The Fortigate-224B security platform blends access control, enforced at switch ports, with other gateway protection methods including antivirus, intrusion prevention, antispam, antispyware and URL filtering.
PCs and other LAN devices plug into it directly, so with just 24 ports, it is meant for small offices or departments. The switch has 24 10/100MbpsEthernet LAN ports, two Gigabit Ethernet ports and two 10/100Mbps WAN ports.
The upside of the device is that it lets branch offices be outfitted with a single managed device that provides networking and security, says Mike Rothman, president of Security Incite. Rather than putting in a WAN router with security features and a LAN switch, customers could install just one of these. "It's one box vs. two," he says.

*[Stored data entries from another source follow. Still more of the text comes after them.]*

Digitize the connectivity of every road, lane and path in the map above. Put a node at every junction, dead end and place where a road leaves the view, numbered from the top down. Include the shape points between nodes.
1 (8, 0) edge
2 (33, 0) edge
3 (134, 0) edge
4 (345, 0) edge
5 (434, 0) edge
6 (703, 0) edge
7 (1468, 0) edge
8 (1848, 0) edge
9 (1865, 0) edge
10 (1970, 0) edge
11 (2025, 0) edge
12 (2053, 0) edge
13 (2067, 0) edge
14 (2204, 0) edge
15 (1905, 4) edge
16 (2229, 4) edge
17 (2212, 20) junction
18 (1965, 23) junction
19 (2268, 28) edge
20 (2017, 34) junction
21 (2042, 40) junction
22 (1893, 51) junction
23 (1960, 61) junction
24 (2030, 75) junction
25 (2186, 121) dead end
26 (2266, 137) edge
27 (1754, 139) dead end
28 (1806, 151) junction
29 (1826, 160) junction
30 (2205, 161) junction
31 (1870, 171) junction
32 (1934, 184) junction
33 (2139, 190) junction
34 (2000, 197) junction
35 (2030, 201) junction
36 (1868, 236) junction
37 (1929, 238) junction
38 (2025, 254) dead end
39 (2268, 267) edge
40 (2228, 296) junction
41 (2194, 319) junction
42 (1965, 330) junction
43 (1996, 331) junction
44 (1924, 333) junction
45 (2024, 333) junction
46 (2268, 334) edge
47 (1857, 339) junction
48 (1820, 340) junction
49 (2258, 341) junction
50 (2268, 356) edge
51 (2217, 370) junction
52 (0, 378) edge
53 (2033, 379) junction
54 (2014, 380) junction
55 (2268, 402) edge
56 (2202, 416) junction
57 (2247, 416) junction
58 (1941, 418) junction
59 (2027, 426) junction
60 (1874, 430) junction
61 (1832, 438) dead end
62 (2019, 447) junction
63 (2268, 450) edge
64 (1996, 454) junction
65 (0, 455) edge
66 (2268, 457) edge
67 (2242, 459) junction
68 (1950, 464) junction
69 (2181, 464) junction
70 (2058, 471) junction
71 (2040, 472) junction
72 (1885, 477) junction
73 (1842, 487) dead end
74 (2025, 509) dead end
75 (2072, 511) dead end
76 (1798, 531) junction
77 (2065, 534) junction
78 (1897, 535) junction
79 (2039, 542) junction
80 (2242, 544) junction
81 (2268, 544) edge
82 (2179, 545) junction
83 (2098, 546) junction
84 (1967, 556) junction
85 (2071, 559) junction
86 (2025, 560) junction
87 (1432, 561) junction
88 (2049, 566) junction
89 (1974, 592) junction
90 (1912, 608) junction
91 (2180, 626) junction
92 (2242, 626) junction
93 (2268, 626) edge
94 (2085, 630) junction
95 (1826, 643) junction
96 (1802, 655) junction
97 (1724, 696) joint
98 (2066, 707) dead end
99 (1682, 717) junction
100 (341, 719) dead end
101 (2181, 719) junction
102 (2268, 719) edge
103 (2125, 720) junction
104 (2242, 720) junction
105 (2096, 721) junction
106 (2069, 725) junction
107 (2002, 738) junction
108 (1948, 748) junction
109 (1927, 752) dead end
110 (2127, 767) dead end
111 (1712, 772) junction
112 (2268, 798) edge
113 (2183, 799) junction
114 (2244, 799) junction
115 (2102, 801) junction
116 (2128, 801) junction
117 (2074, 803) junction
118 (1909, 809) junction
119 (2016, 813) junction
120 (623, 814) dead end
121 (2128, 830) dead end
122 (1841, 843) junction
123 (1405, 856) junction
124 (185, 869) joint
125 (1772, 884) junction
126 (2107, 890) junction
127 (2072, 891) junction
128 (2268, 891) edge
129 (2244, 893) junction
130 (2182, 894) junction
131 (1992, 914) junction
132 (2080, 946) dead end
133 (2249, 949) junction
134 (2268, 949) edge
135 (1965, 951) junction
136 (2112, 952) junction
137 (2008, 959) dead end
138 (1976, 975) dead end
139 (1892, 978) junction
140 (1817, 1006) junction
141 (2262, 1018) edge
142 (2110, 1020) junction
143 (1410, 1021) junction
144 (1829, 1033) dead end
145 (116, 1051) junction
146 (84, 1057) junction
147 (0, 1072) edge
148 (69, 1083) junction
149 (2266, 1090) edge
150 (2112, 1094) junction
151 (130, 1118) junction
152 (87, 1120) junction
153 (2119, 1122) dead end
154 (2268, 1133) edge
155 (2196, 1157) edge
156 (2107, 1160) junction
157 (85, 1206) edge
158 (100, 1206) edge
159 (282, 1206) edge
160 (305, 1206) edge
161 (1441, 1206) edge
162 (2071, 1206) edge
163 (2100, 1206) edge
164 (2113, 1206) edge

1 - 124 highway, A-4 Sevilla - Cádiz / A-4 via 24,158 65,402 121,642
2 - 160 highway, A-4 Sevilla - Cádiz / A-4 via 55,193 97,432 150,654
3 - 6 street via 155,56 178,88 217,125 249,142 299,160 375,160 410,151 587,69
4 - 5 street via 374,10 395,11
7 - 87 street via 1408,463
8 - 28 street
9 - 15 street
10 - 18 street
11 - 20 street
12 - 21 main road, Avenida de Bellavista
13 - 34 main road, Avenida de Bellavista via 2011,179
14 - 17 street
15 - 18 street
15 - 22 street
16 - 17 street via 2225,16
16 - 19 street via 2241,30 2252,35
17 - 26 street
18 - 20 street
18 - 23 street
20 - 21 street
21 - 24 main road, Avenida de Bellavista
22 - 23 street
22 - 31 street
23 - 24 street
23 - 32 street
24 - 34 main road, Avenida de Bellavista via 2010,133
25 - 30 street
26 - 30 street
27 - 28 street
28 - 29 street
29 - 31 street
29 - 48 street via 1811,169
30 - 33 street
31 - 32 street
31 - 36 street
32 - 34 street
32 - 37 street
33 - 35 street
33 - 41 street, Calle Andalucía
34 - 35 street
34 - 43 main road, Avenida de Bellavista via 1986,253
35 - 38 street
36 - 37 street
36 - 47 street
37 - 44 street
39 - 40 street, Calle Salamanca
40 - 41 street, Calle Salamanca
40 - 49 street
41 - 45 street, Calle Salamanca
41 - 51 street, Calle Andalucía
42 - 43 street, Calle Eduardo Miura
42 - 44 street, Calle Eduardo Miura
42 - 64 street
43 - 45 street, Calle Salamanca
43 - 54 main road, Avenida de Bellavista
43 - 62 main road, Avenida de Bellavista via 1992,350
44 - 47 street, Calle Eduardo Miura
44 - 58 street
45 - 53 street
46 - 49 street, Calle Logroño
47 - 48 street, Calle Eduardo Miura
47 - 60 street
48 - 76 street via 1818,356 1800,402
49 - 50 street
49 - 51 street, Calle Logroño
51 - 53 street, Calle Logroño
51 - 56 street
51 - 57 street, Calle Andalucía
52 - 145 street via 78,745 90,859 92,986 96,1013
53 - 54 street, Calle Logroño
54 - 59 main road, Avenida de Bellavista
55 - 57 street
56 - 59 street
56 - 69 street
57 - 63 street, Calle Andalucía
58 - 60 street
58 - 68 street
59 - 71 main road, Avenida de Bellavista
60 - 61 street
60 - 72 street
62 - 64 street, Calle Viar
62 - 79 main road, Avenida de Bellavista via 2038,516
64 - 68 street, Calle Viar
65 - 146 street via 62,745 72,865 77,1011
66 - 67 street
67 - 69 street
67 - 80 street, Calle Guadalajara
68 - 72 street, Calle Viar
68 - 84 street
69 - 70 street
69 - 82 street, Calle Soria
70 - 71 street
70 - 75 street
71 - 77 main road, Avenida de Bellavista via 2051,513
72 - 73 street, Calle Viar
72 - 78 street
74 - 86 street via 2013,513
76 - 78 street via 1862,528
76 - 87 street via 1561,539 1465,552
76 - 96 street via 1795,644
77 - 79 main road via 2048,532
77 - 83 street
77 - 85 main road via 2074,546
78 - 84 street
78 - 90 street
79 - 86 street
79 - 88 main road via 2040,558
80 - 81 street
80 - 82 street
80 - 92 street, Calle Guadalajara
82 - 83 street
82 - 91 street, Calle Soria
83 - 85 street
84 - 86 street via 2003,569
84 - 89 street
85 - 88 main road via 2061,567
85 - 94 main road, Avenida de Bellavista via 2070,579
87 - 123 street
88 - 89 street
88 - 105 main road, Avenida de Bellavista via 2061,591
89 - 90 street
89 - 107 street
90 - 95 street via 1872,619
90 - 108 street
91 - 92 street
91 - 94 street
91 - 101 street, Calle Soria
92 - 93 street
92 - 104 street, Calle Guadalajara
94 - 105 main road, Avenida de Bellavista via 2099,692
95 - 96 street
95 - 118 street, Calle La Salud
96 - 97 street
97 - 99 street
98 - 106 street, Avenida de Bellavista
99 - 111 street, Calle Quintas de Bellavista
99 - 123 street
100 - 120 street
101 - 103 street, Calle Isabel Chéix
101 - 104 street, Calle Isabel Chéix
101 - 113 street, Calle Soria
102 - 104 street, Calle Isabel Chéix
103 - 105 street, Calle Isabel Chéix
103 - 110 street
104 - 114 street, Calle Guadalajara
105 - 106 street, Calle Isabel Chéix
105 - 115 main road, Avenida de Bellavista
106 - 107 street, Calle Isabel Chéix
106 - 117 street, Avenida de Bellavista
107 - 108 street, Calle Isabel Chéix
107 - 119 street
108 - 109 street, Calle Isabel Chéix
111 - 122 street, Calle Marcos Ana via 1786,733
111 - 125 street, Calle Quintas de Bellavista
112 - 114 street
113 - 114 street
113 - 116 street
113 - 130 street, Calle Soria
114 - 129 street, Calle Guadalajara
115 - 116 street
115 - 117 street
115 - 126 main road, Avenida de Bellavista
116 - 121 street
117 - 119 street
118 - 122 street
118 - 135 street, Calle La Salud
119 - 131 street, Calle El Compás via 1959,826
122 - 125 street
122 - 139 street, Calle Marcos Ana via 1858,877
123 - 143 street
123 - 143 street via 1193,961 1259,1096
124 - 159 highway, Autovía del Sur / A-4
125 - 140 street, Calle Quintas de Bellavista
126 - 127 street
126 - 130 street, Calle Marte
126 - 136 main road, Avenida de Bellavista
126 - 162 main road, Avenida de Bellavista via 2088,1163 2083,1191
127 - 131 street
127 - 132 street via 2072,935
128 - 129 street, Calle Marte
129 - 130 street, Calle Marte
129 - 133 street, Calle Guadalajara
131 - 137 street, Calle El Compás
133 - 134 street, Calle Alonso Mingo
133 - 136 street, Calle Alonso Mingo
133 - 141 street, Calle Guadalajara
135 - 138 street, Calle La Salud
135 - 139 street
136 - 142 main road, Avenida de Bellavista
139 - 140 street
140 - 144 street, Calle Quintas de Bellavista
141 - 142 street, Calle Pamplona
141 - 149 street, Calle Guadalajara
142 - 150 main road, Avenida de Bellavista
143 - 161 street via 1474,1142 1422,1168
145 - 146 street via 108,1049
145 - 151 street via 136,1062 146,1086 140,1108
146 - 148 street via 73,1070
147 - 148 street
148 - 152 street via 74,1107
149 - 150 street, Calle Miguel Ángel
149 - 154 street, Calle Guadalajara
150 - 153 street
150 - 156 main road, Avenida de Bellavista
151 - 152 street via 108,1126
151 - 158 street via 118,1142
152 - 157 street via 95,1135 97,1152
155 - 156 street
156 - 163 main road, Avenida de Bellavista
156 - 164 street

The downside is that if customers are looking for a full-featured NAC device, this might not fit the bill, Rothman says. "I don't view the Fortinet box as a true NAC box," he says. To be a true NAC device, it must contain a check of the integrity of devices before they are admitted to the network, manage flows of traffic after the device is admitted and have an intrusion-prevention system to shut down worm activities if they start up, Rothman says.
The Fortinet-224B runs in two modes. If strict mode is turned on, devices trying to log on are diverted to a Web portal where the switch analyses the security posture of the devices. This check requires no agent on the endpoints.
If dynamic mode is turned on, devices logging in are granted access based on preset policies, without the endpoint check. If a policy violation or specific threat is detected later, the device can cut back access to a quarantine virtual LAN until the detected problem is dealt with.
The company differentiates between admission control, which checks the state of the endpoint to determine if it gets access, and access control, which authenticates a person in conjunction with a machine and grants access to a predetermined set of network resources. The company saysit provides the latter.
Pricing for the Fortigate-224B platform starts at US$4,000, which doesn't include the non-NAC security services. The price for the device with virus protection, intrusion prevention, Web filtering and spam screening costs US$5,800.